只、1969年4月にメ~テレにきょうの出来事と11PMに挟まれた5分枠を与えたというのは、中京テレビ(中京テレビ自身はNET系列入りする積もりだったが)の開局で益々激しくなったメ~テレを巡っての朝日・NET陣営との争いを有利に進める為に読売・日テレ陣営が打った一手だったのでは無いかと思いますね。当時11PMの人気は絶大で完全に深夜番組の王者でしたから。

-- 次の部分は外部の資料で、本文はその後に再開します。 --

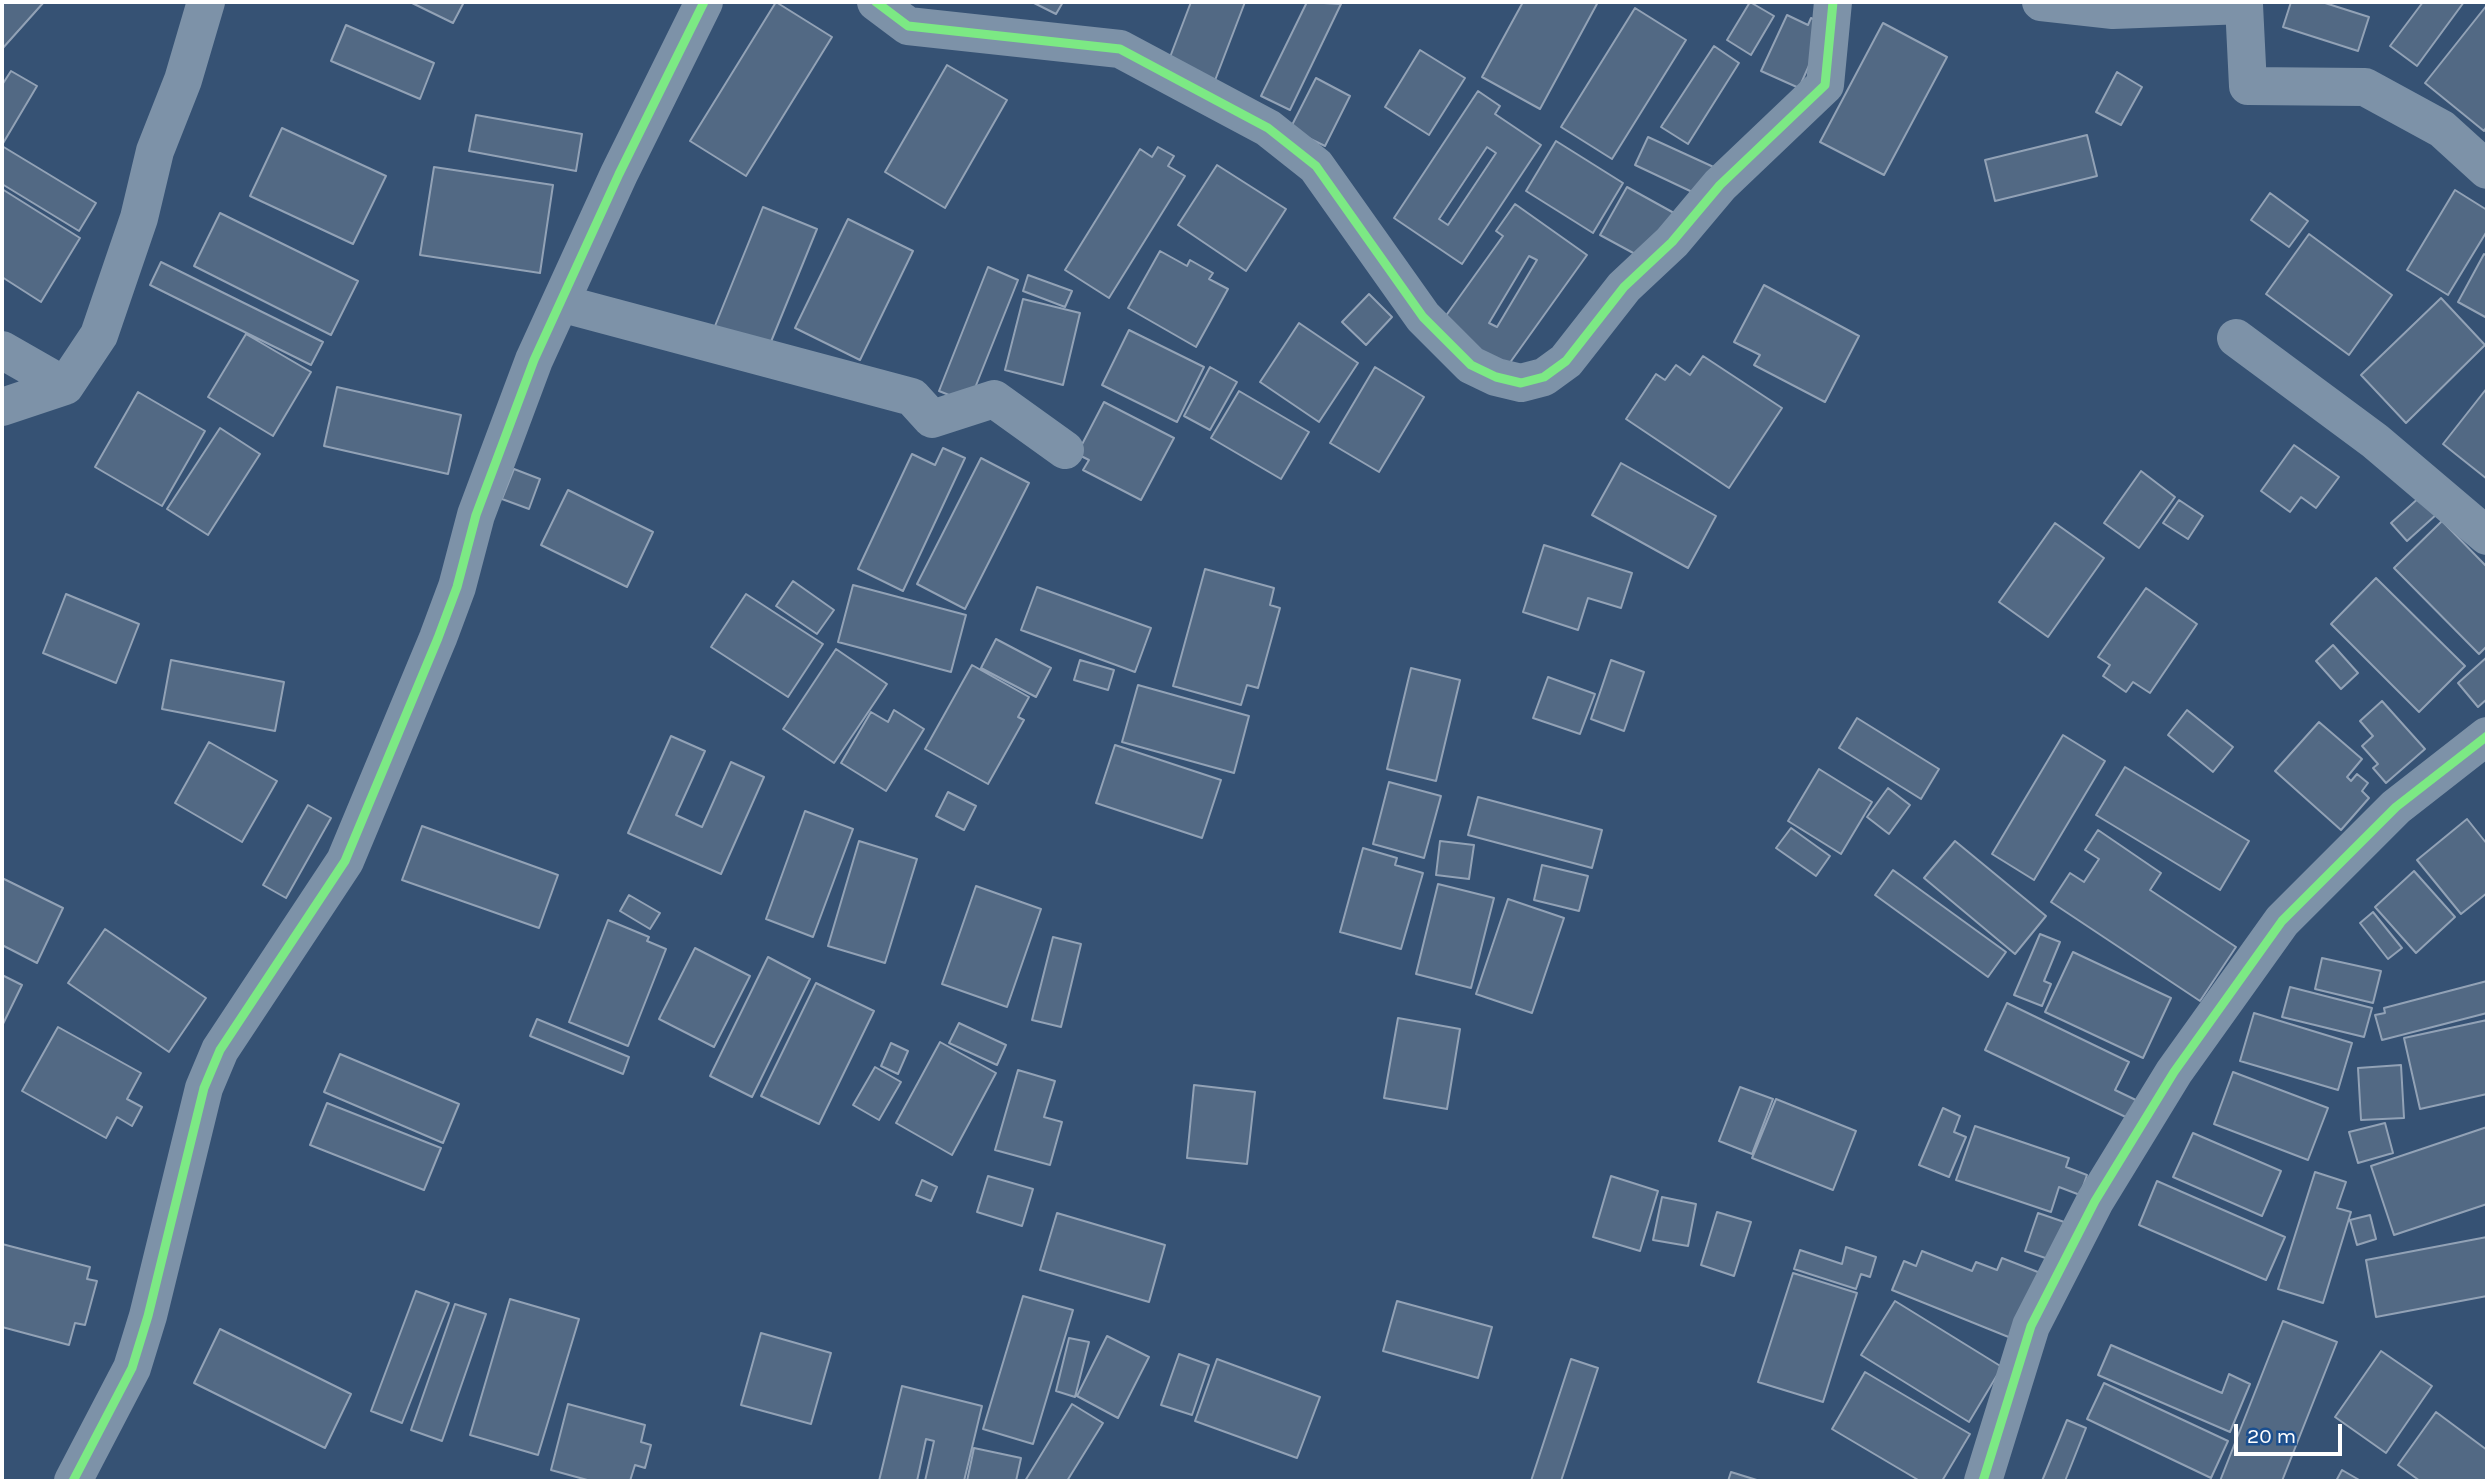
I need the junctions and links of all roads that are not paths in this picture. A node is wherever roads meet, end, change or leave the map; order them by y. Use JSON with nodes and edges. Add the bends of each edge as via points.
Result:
{"nodes":[{"id":1,"x":206,"y":2,"type":"edge"},
{"id":2,"x":704,"y":2,"type":"edge"},
{"id":3,"x":876,"y":2,"type":"edge"},
{"id":4,"x":1833,"y":2,"type":"edge"},
{"id":5,"x":2041,"y":2,"type":"edge"},
{"id":6,"x":2487,"y":170,"type":"edge"},
{"id":7,"x":559,"y":303,"type":"junction"},
{"id":8,"x":2236,"y":338,"type":"dead end"},
{"id":9,"x":2,"y":349,"type":"edge"},
{"id":10,"x":65,"y":386,"type":"junction"},
{"id":11,"x":2,"y":407,"type":"edge"},
{"id":12,"x":1065,"y":450,"type":"dead end"},
{"id":13,"x":2487,"y":536,"type":"edge"},
{"id":14,"x":2487,"y":736,"type":"edge"},
{"id":15,"x":73,"y":1481,"type":"edge"},
{"id":16,"x":1983,"y":1481,"type":"edge"}],
"edges":[{"from":1,"to":10,"type":"street","via":[[99,335]]},
{"from":2,"to":7,"type":"street"},
{"from":3,"to":4,"type":"street","via":[[908,26],[1120,50],[1268,128],[1317,166],[1423,317],[1471,365],[1521,383],[1544,377],[1566,361],[1624,287],[1672,242],[1720,185],[1825,85]]},
{"from":5,"to":6,"type":"street","via":[[2113,10],[2244,5],[2248,86],[2365,87],[2442,130]]},
{"from":7,"to":12,"type":"street","via":[[912,397],[932,418],[993,399]]},
{"from":7,"to":15,"type":"street","via":[[476,515],[438,638],[345,861],[225,1041],[204,1088],[132,1368]]},
{"from":8,"to":13,"type":"street","via":[[2375,441]]},
{"from":9,"to":10,"type":"street"},
{"from":10,"to":11,"type":"street"},
{"from":14,"to":16,"type":"street","via":[[2396,807],[2282,921],[2174,1072],[2095,1202],[2031,1326]]}]}
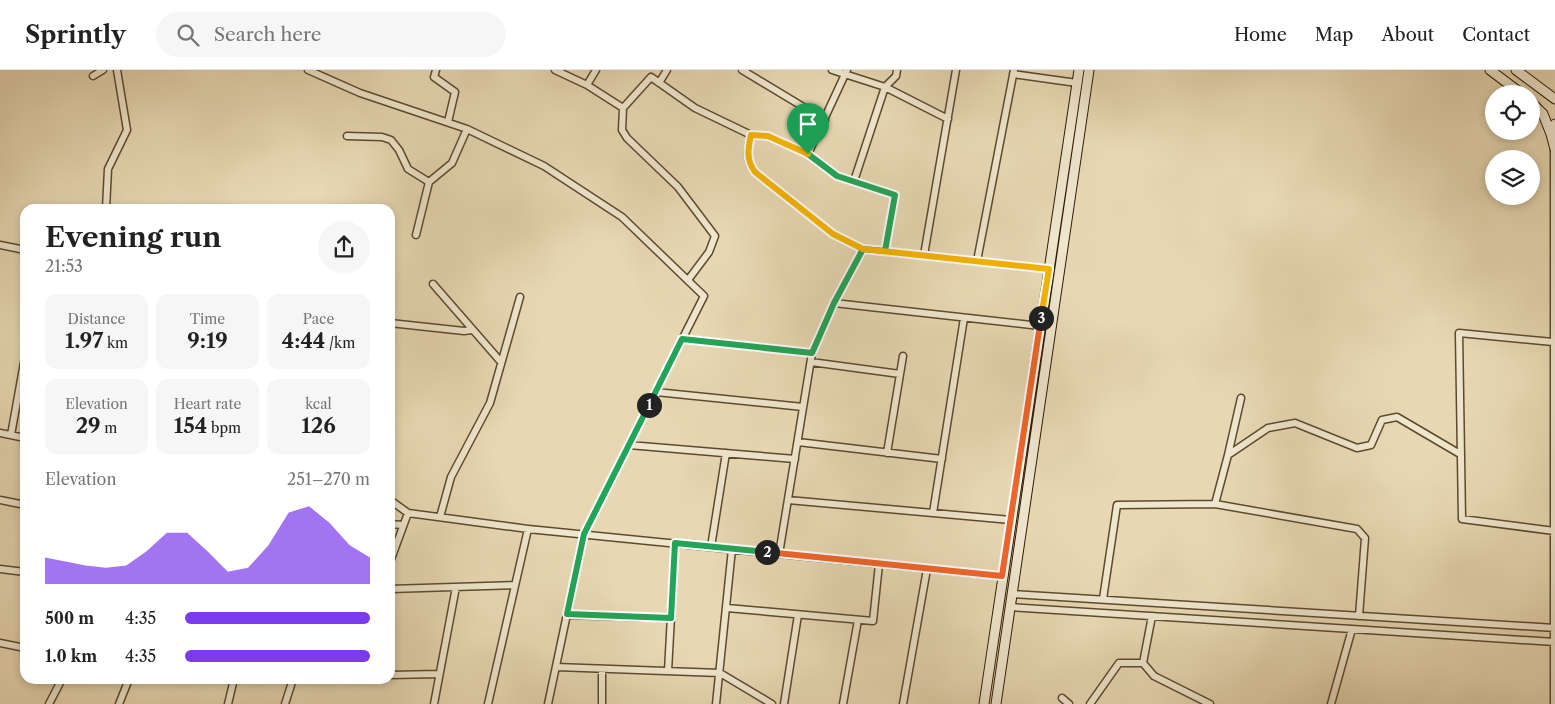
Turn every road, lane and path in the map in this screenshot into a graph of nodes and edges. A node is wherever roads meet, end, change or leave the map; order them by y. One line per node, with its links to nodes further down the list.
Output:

2010/02/01(月) 17:24:40 | URL | (ハンドル未記入)
ははあ、なるほどね。
中京と名古屋を巡る鞘当てですか。
内情は結構ドロドロしてそうだな(笑)。
2010/02/04(木) 07:27:18 | URL | ごいんきょ
やぶれくんの声
タイガーマスクの直人やヤマトの進とかのヒーローやボカンシリーズのナレーターまるちゃんの初代友蔵とかで活躍された富山敬氏であられた
後者の三枚目系の役はこの仕事で磨かれたのかな

深夜アニメ全盛の今なら美形の弁護士とかでリメイク可能かも
2012/08/12(日) 21:33:51 | URL | 熱血王 ガッツィンガー
子供達にも人気があった?
この番組は1971か72年頃に
自宅の白黒テレビで観た記憶が
あります、すでにカラーテレビは
世間に普及していたのですが、
なにぶん田舎なもので・・・。
北日本放送で昼1時55分か2時
55分くらいに放送していました。
難しい法律をわかりやすくアニメで
紹介するミニ番組で、ショッキング
な場面でバッハの曲が流れました。
中学2年の頃音楽の時間にこの曲の
レコードをクラス全員で聴きましたが、この曲が流れたとたん大爆笑
でした。
大人向けのアニメ番組でしたが、当時の子供達にも人気があったのだと
思います。
後年「鼻から牛乳」って曲を嘉門達夫が歌っていましたが、この「六法
やぶれくん」を思い出しました。
2012/08/14(火) 18:57:42 | URL | くも
● ガッツさん
富山さんですね。
たしかにこういう題材は番組にし易いとは思いますけど、需要が有るかどうかはねえ。
フジテレビvsライブドアの時なら、やれたと思いますけどね(笑)。


● くもさん
えー!?と思いましたが、そちらでは昼に放送されていたんですね。
なるほど。
2012/08/14(火) 19:16:58 | URL | ごいんきょ
熱血王 ガッツィンガーさんの
書かれている通り、美形の弁護士
と萌え系の美少女が難しい法律を
解説するリメイクだと面白いかも
しれませんね。
「人を呪い殺そうとしても罪に
 ならない」
面白いテーマを番組内でとりあげ
ていますね。
何年か前に呪いで人を殺そうとし
て逮捕された人がいましたが、
殺人罪では無く迷惑防止条例違反
で、罰金と書類送検、厳重注意
みたいでした。
2012/08/16(木) 20:04:03 | URL | くも
でしょうよねえ。
どう考えても恫喝になるますもん、わかるようにやれば。